Не могу припомнить, что когда-нибудь мы были так сильно отдалившимися друг от друга, как теперь. Вдали от Осло и дома в Тосене с устоявшимся обиходом, привычными разговорами, постоянными местами за столом мы потеряли общий ритм. Непонятно, как себя вести, как все устроить и какая теперь роль у каждого из нас. Может быть, это вызвано тем, что мы — трое взрослых — снова оказались детьми на каникулах с родителями.
От идеи об Африке вскоре отказались — по крайней мере, все, кроме Хедды, — и тут Олаф предложил поехать в Италию и поселиться в доме у его брата. Олаф не из тех, кто любит быть в долгу, и мысль о том, что мой отец заплатит за него и его детей, вскоре стала для Олафа невыносимой. Я сказала, что нельзя предлагать папе деньги, это унизит его. Сошлись на том, что папа оплатит билеты и гостиницу в Риме, а все оставшееся время мы будем жить бесплатно у брата Олафа.
Мы чересчур большие для Италии. Слишком высокие, белокожие, светловолосые. Мы едва уместились за столиком в ресторане. Мебель и интерьер рассчитаны на маленьких, компактных итальянцев, а не на папу с Хоконом и их сто девяносто пять сантиметров роста, не на такие длинные руки и ноги, не на нас. Мы кое-как втиснулись за стол. Кругом сплошь локти и колени, которые то и дело натыкаются друг на друга. Эллен и Хокон борются за свободное пространство, в одну секунду превращаясь в подростков. Я вспоминаю, как тогда, на заднем сиденье, мы установили границы по стежкам на обивке салона, и даже краешек полы куртки не имел права пересекать этих линий. Точно так же было разграничено и воздушное пространство. Хо-кону было всего три, но он рос вместе с сестрами и привык к тому, что четкие линии определяют правила игры в машине, палатке или за обеденным столом, да и вообще в жизни.

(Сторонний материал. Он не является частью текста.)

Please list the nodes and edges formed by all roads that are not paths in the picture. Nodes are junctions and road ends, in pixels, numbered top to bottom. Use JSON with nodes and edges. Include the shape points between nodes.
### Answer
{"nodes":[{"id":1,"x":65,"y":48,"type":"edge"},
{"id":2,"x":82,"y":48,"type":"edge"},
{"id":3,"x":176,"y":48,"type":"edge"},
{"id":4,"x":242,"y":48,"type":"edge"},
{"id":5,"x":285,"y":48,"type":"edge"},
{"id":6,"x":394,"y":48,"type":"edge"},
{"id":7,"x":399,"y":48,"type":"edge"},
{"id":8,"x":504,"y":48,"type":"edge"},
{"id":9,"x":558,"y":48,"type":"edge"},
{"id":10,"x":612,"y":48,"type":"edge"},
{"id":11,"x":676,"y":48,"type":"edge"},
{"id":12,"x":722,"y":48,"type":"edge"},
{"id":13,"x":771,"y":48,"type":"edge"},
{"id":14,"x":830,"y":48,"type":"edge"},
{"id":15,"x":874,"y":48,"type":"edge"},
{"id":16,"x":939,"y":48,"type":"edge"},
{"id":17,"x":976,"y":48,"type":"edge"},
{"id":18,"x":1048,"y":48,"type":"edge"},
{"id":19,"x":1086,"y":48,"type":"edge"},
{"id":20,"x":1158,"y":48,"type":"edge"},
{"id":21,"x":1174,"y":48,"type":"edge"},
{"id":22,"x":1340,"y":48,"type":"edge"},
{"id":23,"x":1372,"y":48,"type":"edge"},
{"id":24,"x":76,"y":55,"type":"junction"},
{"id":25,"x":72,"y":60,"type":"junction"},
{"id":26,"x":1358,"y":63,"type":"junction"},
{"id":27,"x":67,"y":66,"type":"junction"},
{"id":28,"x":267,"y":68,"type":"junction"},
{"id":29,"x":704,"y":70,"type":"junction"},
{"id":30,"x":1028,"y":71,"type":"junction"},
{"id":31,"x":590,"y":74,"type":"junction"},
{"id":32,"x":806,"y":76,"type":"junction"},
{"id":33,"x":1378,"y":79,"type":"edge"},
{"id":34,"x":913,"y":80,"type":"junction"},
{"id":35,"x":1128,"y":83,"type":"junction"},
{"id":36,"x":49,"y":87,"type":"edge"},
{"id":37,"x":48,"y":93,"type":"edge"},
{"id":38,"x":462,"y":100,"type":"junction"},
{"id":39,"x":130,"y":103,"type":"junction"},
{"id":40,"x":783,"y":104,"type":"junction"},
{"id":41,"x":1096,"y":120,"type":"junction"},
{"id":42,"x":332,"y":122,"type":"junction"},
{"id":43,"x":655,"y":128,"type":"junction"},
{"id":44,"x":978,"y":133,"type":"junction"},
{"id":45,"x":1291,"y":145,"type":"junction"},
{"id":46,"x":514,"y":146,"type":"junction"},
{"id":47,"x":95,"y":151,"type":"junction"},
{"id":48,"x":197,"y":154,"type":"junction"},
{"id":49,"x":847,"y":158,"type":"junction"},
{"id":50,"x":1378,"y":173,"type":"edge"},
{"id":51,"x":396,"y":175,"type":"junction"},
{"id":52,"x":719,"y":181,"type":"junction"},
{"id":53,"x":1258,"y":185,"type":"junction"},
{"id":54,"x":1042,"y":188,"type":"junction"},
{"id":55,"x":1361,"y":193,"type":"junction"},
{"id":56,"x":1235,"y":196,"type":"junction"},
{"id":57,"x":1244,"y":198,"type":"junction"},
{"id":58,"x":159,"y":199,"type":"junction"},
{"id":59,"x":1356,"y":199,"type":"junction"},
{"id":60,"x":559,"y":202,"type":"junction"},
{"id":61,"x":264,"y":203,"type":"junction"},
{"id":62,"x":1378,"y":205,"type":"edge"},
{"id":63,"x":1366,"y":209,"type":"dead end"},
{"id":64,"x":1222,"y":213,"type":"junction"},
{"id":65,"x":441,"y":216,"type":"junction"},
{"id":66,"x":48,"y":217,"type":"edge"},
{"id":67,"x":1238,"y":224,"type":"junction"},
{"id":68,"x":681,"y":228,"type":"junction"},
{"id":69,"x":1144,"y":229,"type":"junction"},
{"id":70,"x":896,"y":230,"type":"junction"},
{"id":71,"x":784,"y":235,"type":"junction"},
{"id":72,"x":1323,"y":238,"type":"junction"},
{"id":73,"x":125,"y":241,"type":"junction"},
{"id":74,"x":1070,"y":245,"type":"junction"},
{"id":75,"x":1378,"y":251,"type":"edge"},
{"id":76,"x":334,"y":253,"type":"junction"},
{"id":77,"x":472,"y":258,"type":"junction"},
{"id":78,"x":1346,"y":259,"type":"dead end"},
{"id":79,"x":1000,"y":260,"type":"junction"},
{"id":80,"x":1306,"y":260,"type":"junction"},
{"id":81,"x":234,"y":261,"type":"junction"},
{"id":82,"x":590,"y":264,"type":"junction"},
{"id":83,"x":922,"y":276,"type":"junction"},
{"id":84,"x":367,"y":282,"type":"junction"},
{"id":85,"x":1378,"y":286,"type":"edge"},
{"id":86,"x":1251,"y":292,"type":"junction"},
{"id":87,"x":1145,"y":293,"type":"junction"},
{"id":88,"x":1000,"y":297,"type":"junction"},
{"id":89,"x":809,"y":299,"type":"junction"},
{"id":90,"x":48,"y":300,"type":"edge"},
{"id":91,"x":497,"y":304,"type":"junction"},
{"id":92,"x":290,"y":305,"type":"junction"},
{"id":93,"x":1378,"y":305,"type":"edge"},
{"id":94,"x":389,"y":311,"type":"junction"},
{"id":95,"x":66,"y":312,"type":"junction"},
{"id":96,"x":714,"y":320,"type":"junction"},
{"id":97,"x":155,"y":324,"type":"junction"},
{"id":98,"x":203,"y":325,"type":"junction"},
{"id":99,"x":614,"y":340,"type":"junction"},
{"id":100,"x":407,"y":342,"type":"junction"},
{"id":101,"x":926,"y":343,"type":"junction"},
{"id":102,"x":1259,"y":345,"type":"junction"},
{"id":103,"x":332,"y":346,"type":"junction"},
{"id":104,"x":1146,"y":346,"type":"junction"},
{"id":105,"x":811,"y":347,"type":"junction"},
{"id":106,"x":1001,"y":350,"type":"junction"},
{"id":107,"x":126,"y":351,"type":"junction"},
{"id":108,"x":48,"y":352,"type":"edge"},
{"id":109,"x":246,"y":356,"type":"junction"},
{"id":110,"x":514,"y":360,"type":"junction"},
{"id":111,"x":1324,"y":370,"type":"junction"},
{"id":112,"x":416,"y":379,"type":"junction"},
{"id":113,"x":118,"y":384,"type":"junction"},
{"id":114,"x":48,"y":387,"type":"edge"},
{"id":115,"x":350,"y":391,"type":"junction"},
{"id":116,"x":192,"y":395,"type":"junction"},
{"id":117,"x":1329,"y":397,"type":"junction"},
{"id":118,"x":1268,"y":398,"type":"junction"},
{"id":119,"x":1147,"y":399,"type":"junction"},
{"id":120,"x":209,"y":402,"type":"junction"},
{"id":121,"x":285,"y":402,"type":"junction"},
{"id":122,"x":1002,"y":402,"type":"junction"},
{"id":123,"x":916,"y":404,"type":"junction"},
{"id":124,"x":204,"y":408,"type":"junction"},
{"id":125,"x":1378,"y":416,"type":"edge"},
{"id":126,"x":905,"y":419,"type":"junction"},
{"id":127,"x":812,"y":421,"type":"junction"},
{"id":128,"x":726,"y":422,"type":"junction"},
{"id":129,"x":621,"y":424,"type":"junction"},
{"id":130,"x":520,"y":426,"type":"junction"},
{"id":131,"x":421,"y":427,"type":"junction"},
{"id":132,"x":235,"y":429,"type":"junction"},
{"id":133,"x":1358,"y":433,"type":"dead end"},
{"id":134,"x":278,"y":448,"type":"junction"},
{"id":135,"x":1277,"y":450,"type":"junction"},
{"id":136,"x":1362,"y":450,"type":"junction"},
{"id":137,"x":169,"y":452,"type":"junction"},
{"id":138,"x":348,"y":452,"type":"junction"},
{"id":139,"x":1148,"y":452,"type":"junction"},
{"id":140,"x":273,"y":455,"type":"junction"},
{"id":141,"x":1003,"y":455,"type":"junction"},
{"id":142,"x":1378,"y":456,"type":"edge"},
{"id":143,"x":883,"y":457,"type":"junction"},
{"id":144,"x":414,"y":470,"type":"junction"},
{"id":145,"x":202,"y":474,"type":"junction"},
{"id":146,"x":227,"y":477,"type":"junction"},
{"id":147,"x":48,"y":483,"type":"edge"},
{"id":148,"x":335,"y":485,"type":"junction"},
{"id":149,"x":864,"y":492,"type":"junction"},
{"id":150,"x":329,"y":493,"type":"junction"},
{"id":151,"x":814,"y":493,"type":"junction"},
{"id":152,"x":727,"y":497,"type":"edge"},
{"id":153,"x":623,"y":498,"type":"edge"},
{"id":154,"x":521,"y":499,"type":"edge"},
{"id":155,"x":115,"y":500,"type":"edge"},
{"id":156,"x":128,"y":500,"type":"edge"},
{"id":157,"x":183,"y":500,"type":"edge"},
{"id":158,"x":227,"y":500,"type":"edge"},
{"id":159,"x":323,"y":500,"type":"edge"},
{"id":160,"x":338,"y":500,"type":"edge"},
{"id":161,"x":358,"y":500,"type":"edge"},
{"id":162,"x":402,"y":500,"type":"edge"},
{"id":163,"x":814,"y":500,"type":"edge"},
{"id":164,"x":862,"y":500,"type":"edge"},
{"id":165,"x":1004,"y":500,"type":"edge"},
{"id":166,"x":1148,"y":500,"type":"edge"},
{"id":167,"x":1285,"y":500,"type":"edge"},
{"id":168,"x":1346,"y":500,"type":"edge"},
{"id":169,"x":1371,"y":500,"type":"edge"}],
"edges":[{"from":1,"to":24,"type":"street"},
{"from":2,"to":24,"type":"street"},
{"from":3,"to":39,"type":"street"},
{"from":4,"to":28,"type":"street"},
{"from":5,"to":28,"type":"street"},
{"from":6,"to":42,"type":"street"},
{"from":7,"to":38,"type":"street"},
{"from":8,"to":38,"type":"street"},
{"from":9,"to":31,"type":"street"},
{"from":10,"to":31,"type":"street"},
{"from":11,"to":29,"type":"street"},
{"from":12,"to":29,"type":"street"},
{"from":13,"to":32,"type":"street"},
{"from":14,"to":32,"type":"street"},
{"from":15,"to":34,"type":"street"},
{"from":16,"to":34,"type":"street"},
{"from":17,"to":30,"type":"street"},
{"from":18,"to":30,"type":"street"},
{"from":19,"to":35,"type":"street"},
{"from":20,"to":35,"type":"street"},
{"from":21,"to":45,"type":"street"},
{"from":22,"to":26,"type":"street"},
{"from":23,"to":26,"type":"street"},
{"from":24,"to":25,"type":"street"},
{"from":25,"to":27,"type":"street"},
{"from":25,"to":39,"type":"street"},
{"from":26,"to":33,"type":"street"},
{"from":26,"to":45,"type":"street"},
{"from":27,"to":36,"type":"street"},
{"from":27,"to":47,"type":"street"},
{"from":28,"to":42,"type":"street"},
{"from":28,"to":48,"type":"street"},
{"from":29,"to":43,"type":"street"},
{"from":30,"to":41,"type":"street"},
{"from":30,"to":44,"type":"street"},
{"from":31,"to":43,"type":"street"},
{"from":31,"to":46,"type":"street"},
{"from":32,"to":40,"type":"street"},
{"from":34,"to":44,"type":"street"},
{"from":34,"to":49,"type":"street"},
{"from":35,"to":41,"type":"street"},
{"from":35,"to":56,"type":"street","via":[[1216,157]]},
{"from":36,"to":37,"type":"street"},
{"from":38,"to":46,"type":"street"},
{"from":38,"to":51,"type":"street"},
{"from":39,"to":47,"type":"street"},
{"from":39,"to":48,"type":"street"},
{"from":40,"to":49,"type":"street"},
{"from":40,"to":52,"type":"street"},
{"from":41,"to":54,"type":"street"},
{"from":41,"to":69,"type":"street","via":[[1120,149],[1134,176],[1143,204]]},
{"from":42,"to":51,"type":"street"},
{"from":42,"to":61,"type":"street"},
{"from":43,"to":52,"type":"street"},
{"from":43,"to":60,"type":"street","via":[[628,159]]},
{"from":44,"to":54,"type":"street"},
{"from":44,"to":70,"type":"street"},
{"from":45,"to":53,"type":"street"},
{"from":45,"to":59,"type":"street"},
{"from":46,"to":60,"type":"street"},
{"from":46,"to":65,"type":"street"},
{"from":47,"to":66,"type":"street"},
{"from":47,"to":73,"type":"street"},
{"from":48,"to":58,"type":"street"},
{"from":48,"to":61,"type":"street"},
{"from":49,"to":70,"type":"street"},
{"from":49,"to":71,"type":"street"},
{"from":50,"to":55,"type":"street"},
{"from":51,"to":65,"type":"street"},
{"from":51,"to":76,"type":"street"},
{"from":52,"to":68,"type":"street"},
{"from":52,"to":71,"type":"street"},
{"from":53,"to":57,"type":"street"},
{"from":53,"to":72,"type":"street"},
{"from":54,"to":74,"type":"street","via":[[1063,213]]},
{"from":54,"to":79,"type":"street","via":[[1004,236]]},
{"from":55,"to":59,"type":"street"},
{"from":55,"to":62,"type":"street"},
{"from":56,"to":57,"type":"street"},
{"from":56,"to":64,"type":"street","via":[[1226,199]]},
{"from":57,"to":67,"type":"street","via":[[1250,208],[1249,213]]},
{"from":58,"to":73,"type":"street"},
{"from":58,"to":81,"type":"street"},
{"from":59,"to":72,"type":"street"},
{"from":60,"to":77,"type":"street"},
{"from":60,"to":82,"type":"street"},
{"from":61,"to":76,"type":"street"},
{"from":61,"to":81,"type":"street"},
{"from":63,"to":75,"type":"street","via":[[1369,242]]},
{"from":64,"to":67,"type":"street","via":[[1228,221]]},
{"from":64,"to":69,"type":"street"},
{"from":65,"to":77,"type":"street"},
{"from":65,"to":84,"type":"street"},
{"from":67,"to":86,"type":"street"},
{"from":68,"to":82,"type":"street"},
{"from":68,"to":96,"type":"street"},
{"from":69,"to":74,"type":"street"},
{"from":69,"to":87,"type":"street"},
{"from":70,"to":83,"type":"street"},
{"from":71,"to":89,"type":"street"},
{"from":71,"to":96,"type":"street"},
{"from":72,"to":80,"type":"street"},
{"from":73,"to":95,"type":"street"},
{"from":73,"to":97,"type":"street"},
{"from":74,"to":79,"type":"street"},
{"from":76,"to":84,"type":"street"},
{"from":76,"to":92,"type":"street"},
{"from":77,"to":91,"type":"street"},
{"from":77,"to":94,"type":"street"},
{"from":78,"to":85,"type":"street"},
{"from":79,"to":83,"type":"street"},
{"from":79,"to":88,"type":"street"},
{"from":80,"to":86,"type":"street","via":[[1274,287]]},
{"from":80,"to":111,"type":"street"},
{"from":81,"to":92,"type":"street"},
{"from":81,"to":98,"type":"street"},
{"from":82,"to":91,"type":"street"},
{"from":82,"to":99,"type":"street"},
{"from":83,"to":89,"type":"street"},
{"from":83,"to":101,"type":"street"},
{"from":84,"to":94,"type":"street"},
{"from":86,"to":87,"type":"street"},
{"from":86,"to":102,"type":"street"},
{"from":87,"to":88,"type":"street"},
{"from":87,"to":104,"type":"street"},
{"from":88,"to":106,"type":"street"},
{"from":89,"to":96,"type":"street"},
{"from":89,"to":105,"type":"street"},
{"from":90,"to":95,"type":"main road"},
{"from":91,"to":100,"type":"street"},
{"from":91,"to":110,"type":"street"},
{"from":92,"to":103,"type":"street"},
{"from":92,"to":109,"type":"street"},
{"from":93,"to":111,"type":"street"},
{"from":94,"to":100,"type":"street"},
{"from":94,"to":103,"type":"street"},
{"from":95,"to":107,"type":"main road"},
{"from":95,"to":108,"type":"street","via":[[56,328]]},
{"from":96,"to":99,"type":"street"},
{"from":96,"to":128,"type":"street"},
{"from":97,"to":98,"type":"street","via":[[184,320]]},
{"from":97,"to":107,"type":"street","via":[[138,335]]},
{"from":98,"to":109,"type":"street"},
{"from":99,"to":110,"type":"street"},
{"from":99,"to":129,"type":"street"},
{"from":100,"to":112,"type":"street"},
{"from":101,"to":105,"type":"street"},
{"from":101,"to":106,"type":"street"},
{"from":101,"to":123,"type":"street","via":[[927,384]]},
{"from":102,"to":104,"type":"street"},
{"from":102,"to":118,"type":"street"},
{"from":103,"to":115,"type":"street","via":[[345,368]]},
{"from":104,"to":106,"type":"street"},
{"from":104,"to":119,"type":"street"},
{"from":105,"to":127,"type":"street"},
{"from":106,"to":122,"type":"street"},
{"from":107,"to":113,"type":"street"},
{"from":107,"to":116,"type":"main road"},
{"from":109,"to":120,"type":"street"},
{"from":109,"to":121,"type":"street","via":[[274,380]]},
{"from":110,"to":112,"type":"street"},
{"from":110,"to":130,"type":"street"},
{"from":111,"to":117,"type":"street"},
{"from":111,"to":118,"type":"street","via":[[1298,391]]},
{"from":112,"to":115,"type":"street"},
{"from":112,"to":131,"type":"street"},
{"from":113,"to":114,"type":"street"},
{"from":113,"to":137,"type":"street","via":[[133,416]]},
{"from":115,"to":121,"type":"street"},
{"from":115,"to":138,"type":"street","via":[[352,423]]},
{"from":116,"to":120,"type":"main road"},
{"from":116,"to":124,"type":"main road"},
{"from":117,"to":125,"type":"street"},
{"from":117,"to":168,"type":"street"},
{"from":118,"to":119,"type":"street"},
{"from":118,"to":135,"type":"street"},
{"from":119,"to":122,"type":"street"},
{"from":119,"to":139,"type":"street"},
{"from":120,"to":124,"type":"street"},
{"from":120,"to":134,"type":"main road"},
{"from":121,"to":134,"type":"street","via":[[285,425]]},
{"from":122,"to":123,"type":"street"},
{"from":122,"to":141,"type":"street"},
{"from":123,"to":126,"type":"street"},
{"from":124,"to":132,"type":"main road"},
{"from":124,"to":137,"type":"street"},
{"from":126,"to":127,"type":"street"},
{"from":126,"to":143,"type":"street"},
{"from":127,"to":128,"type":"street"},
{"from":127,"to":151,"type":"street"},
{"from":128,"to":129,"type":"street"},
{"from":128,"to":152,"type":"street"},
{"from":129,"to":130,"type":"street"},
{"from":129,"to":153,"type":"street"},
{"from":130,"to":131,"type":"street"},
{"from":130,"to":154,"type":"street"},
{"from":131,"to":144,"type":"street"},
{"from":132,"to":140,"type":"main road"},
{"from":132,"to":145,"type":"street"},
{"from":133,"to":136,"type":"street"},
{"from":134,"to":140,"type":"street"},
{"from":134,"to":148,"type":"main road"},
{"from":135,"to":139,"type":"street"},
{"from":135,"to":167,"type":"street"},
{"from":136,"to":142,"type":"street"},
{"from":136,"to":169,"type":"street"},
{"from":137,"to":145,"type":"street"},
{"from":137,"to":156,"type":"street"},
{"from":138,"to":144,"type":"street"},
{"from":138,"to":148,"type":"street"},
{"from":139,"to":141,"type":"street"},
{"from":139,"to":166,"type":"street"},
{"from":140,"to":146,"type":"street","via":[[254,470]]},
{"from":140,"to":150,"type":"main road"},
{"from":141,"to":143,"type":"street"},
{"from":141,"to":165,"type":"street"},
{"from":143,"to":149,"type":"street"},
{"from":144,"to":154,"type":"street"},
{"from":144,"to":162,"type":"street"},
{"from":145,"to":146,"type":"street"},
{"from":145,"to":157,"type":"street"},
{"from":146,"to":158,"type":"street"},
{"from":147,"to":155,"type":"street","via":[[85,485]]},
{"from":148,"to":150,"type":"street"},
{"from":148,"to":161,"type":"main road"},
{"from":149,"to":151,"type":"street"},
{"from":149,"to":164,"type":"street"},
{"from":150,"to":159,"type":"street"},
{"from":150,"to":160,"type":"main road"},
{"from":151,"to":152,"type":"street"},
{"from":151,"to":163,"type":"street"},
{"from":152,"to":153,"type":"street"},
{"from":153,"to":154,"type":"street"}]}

Рядом с нами сидит итальянская семья, более многочисленная, чем наша, хотя столик у них меньше. Они спокойно поглощают одно блюдо за другим — мы с Олафом пытались это повторить, когда впервые приехали в Рим. Мы попросили официанта принести все то же самое, что было у семейства за соседним столиком. Тогда я каждый вечер наблюдала за большими итальянскими семьями, с детьми, бабушками и дедушками, которые ужинали несколько часов подряд, крича, смеясь и жестикулируя, как в кино. Я скучала по моим родным, хотя понимала, что все вышло бы не совсем так, если бы они и вправду оказались там. Точнее, здесь. И вот они здесь, мы все здесь, за столом: мама, папа, Эллен, ее жених Симен, Агнар и Хедда, Олаф и я — и Хокон.
Я смотрю на папу и поражаюсь, что мы сели точно так же, как дома, у папы и мамы. Папа всегда сидит во главе стола, мама слева от него, я рядом с ней, а Хокон — напротив, возле Эллен. Тем, кто появился позднее, женихам Эллен, Олафу, Агнару и Хедде, приходилось как-то устраиваться возле наших постоянных мест, хотя мы сами никогда над этим не задумывались. На молчаливый бунт отважился только Симен. На каждом семейном обеде он решительно плюхался на место Хокона рядом с Эллен, опускал руку на спинку ее стула и твердо оборонял свою позицию, пока все не рассядутся.